**Problem requirements**
Below are the entries; transcribe them exactly and drop every picture.

**Input material**

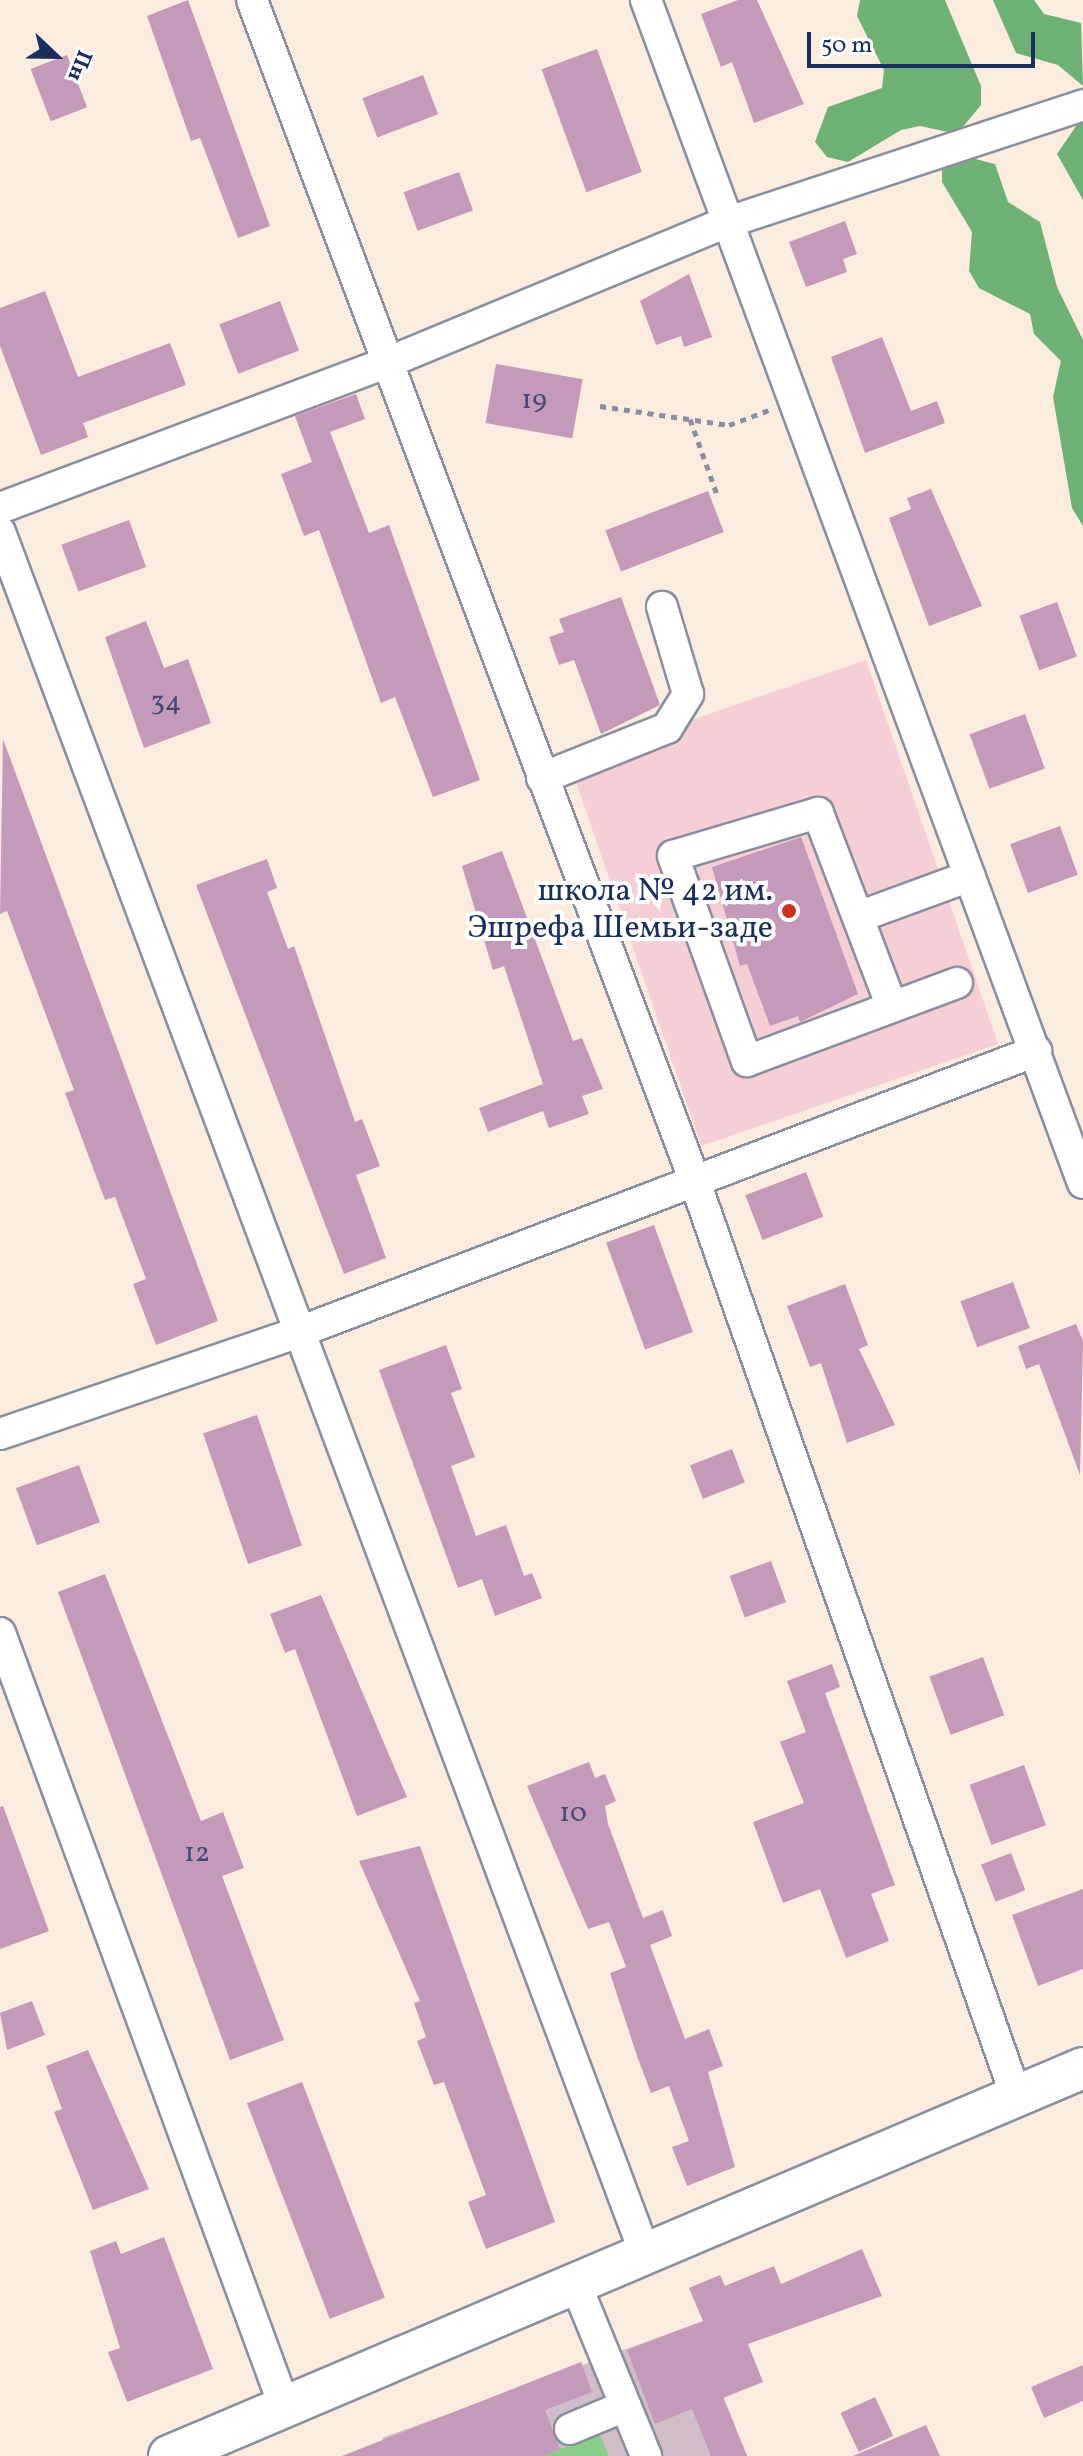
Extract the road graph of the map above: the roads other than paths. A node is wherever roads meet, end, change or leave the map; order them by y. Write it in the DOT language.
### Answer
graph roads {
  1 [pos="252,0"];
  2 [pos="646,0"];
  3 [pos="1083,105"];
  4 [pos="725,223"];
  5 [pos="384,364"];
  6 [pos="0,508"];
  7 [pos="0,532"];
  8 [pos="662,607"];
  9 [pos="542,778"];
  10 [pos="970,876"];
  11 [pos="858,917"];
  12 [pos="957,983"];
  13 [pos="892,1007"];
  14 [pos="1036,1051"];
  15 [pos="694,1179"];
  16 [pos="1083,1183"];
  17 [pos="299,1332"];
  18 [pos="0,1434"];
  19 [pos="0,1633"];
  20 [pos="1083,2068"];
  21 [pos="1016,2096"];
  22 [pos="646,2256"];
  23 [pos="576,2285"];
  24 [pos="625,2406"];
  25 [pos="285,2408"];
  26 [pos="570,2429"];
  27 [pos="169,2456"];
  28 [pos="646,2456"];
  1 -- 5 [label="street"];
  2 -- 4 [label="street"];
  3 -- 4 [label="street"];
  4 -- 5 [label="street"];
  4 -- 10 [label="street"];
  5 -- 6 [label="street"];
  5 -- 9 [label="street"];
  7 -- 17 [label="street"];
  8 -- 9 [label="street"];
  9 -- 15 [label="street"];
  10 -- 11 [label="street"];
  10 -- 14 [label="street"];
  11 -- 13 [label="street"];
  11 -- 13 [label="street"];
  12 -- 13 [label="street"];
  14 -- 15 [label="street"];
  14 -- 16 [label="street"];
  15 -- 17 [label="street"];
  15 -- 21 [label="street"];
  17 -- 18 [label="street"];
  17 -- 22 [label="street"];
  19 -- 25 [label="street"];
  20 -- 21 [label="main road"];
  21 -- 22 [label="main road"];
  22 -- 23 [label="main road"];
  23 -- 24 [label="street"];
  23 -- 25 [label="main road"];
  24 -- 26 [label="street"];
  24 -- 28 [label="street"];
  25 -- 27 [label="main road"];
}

**Answer box**
Extract the road graph of the map above: the roads other than paths. A node is wherever roads meet, end, change or leave the map; order them by y. Write it in the DOT language.
### Answer
graph roads {
  1 [pos="252,0"];
  2 [pos="646,0"];
  3 [pos="1083,105"];
  4 [pos="725,223"];
  5 [pos="384,364"];
  6 [pos="0,508"];
  7 [pos="0,532"];
  8 [pos="662,607"];
  9 [pos="542,778"];
  10 [pos="970,876"];
  11 [pos="858,917"];
  12 [pos="957,983"];
  13 [pos="892,1007"];
  14 [pos="1036,1051"];
  15 [pos="694,1179"];
  16 [pos="1083,1183"];
  17 [pos="299,1332"];
  18 [pos="0,1434"];
  19 [pos="0,1633"];
  20 [pos="1083,2068"];
  21 [pos="1016,2096"];
  22 [pos="646,2256"];
  23 [pos="576,2285"];
  24 [pos="625,2406"];
  25 [pos="285,2408"];
  26 [pos="570,2429"];
  27 [pos="169,2456"];
  28 [pos="646,2456"];
  1 -- 5 [label="street"];
  2 -- 4 [label="street"];
  3 -- 4 [label="street"];
  4 -- 5 [label="street"];
  4 -- 10 [label="street"];
  5 -- 6 [label="street"];
  5 -- 9 [label="street"];
  7 -- 17 [label="street"];
  8 -- 9 [label="street"];
  9 -- 15 [label="street"];
  10 -- 11 [label="street"];
  10 -- 14 [label="street"];
  11 -- 13 [label="street"];
  11 -- 13 [label="street"];
  12 -- 13 [label="street"];
  14 -- 15 [label="street"];
  14 -- 16 [label="street"];
  15 -- 17 [label="street"];
  15 -- 21 [label="street"];
  17 -- 18 [label="street"];
  17 -- 22 [label="street"];
  19 -- 25 [label="street"];
  20 -- 21 [label="main road"];
  21 -- 22 [label="main road"];
  22 -- 23 [label="main road"];
  23 -- 24 [label="street"];
  23 -- 25 [label="main road"];
  24 -- 26 [label="street"];
  24 -- 28 [label="street"];
  25 -- 27 [label="main road"];
}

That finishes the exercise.